Data in this exercise:
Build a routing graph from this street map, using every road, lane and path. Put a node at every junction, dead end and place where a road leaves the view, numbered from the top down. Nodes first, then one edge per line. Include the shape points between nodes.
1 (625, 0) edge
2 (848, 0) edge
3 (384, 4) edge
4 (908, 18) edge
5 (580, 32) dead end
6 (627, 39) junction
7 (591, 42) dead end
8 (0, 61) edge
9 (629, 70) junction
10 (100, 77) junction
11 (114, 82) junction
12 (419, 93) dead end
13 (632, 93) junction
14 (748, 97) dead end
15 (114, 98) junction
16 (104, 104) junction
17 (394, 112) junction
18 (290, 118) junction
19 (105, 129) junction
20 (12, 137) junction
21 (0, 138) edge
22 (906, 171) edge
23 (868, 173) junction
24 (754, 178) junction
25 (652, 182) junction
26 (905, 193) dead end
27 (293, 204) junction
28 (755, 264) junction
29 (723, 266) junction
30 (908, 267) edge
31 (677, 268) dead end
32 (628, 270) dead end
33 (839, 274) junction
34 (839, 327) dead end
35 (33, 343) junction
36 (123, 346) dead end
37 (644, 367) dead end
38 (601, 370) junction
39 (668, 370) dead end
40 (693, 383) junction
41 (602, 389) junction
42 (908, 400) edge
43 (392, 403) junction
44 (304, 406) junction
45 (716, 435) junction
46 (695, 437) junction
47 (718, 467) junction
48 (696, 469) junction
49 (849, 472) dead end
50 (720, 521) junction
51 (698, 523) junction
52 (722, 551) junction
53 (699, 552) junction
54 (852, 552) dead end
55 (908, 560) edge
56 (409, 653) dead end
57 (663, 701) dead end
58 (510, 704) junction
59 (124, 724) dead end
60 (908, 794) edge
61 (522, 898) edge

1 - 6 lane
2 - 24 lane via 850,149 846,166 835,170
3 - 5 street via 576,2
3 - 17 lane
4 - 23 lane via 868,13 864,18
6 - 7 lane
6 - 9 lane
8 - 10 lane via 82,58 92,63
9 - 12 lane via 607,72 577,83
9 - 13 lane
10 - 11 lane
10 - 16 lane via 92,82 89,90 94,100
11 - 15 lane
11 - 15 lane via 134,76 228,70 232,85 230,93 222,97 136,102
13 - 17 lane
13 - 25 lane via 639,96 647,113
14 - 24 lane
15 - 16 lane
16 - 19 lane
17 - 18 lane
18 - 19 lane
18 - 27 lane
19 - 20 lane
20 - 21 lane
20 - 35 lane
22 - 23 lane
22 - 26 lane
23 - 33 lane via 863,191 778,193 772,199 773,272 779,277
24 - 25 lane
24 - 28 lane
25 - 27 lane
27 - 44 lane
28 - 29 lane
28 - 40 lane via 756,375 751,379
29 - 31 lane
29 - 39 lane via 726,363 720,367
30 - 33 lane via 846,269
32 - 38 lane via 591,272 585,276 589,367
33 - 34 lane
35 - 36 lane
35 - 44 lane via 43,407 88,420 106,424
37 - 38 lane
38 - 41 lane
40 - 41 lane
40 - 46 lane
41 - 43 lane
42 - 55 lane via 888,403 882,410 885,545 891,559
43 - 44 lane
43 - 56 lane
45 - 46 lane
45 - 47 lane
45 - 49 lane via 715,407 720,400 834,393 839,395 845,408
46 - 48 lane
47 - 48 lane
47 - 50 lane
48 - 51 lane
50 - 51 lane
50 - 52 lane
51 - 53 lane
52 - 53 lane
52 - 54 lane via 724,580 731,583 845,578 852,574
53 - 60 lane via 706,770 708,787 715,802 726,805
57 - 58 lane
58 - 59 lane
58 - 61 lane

---

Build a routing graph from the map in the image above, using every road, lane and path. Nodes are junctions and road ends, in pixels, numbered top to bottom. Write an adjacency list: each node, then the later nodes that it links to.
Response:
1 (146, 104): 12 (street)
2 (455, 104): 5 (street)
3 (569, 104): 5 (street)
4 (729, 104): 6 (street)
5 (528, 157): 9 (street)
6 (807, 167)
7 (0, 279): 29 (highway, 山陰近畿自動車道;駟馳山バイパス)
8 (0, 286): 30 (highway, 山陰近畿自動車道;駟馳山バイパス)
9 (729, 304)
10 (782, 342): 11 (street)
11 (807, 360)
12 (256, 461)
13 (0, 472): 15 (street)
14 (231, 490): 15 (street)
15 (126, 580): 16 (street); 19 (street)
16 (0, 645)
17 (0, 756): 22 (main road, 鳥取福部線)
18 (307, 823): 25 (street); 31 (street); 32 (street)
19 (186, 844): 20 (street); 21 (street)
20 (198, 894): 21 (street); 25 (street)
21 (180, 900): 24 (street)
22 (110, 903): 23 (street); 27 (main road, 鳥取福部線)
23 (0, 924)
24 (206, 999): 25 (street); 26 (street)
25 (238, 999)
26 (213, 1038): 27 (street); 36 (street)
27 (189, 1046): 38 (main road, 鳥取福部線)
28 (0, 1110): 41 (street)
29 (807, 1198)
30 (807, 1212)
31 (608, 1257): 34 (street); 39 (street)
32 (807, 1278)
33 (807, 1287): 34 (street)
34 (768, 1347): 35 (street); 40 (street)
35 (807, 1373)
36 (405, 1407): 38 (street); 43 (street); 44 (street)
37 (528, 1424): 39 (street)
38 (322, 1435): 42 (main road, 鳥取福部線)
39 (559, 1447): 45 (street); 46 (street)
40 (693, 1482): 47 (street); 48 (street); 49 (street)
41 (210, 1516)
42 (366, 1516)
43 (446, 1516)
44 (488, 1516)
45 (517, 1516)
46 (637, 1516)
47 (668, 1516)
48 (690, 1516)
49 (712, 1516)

Exercise:
Scan the data above; copy every line where "highway" appears.

Response to this task:
7 (0, 279): 29 (highway, 山陰近畿自動車道;駟馳山バイパス)
8 (0, 286): 30 (highway, 山陰近畿自動車道;駟馳山バイパス)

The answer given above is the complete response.